Start of The input

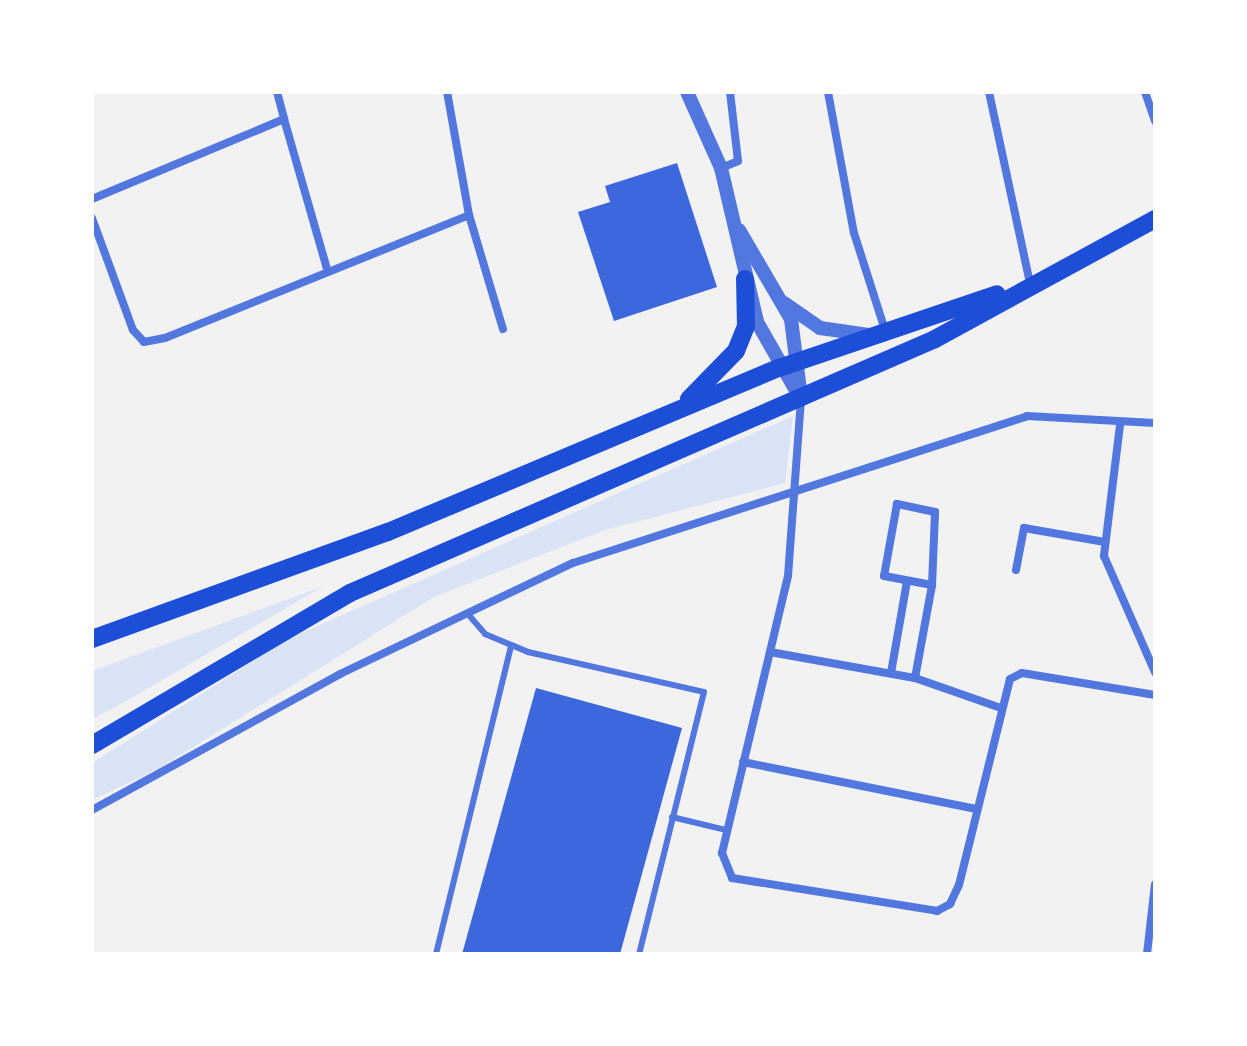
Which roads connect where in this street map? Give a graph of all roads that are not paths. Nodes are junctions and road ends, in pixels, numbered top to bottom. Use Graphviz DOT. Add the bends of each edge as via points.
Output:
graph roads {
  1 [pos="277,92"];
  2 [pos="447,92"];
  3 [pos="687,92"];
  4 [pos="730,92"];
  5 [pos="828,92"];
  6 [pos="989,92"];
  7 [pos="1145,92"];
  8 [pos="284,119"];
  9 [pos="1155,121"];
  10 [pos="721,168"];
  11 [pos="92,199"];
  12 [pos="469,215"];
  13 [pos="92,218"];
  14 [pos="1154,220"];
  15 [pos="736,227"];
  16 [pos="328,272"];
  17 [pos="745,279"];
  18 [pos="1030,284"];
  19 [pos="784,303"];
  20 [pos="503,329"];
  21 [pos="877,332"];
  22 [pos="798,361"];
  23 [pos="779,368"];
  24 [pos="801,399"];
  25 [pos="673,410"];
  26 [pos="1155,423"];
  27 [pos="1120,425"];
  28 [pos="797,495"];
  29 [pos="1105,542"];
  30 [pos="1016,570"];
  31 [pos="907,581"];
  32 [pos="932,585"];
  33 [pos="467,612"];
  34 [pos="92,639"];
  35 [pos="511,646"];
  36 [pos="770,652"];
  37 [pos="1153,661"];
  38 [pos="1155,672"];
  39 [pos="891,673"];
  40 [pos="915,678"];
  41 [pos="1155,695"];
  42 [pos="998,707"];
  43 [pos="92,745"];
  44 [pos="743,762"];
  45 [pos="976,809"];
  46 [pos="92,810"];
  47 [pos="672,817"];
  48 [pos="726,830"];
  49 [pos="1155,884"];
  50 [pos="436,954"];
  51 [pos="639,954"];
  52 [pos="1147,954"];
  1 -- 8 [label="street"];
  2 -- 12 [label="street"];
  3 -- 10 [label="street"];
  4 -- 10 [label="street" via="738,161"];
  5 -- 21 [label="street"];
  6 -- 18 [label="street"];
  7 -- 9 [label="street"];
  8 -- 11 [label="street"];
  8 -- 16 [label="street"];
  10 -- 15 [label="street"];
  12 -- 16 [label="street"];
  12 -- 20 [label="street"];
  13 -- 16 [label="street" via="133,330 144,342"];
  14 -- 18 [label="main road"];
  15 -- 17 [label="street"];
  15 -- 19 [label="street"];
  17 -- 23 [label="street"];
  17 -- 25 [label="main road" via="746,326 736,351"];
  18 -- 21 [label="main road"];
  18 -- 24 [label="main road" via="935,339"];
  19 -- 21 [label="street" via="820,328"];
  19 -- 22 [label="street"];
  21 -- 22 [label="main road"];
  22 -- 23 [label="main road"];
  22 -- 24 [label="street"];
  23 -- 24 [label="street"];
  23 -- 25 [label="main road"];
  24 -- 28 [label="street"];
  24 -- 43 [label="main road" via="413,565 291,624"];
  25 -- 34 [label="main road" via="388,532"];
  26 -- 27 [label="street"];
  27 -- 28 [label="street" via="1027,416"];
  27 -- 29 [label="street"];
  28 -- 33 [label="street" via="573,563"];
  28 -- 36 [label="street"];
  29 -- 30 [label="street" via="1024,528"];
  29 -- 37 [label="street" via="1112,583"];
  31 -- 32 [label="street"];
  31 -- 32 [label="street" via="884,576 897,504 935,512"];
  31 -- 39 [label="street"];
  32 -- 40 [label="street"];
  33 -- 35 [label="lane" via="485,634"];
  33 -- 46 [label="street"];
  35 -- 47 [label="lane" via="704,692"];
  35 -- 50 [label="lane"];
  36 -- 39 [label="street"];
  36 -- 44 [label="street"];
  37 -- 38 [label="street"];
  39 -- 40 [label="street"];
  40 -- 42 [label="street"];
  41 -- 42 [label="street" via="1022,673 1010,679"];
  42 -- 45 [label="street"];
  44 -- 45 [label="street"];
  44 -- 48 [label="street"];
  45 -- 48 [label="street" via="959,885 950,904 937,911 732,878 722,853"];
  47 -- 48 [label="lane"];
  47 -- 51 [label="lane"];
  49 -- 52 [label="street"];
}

End of The input

* _Work task_
Within the data above, how many lines include "graph"? The number alone is the answer.

* _Expected answer_
2